Voilà, nous repartons vers le Grand Nord. 

Nous allons tester une version allégée de Pti Ket. La remorque, complètement nettoyée, reste à Vancouver et on charge le toit avec une malle qui contient huile et graisse, un bidon de 10l d’essence en réserve, les plaques et pelle à neige, une roue de rechange.

Nous revenons à Vancouver dans 1,5 mois et si tout s’est bien passé nous abandonnerons définitivement la remorque.

Nous sommes aussi équipés pour faire face aux ours (spray au poivre et klaxon façon hooligan) et aux moustiques.

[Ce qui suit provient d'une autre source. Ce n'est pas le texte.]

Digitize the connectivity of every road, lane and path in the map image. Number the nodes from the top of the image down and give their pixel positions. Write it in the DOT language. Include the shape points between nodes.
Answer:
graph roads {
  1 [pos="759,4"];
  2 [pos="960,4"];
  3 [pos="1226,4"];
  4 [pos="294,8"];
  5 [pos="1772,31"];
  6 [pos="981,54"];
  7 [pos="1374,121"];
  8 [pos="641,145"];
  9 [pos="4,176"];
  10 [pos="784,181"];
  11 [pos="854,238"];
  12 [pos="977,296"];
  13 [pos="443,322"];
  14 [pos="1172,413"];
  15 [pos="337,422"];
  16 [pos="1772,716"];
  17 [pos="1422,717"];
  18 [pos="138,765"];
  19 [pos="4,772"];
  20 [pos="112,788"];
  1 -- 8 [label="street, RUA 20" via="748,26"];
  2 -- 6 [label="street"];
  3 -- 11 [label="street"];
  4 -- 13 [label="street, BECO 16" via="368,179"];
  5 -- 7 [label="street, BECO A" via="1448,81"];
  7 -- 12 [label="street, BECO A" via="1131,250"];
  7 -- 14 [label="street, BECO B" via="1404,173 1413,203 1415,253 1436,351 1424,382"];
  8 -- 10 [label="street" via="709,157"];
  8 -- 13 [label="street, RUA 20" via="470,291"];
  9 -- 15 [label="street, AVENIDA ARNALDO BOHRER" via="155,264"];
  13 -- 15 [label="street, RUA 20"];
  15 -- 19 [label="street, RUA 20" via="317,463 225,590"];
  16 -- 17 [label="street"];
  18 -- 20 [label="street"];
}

We will be back, Vancouver !

Vancouver


Ça fait déjà une semaine que nous sommes à Vancouver et nous n’avons pas vu le temps passer. Nous logeons dans la jolie petite maison de mon frère Frank et Sylvia. Leurs amis Mary & Lang nous prêtent leur appartement qui est juste au-dessus. Quel luxe !
A peine arrivés, Frank nous passe un de ses vélos et nous emmène faire le tour de Vancouver … 51 km … quasiment entièrement sur piste cyclable. Mais ça doit faire 4 ans qu’on n’est plus remontés sur un vélo et j’ai les ischions qui me transpercent les fesses et les cuisses qui surchauffent.


Le lendemain Quentin attaque la vidange et la remise en état de Ptiket dans le studio d’entraînement de Frank. Le ventilateur de refroidissement a perdu 2 pales et les tubes de la culasse droite sont morts. Heureusement ici aussi nous avons un fournisseur de pièces, Lionel Hondier de “2cv pour toujours”. Il nous procure une culasse d’occasion et un ventilateur neuf.

Remplacement du moteur des essuie-glaces qui a grillé bien qu’on l’ait très peu utilisé.


Pendant que Quentin désosse la deuche, je me charge de l’intérieur, des lessives dont les housses des coussins qui en ont bien besoin.


Vancouver est une chouette ville, agréable à parcourir, qui valorise le sport, on y mange bon et sain et le climat est idéal en ce moment. On va rester encore quelques jours.

San Cristobal de las Casas

La ville se situe à 2200 m d’altitude. On l’a adorée ! Soleil toute la journée, fraîcheur le soir et la nuit. On se réveille avec 14 degrés. Quel bonheur !

Le camping est un peu en dehors de la ville mais on peut la rejoindre à pied sans problème.

Charmante, colorée, qui a su se moderniser sans perdre de son cachet. 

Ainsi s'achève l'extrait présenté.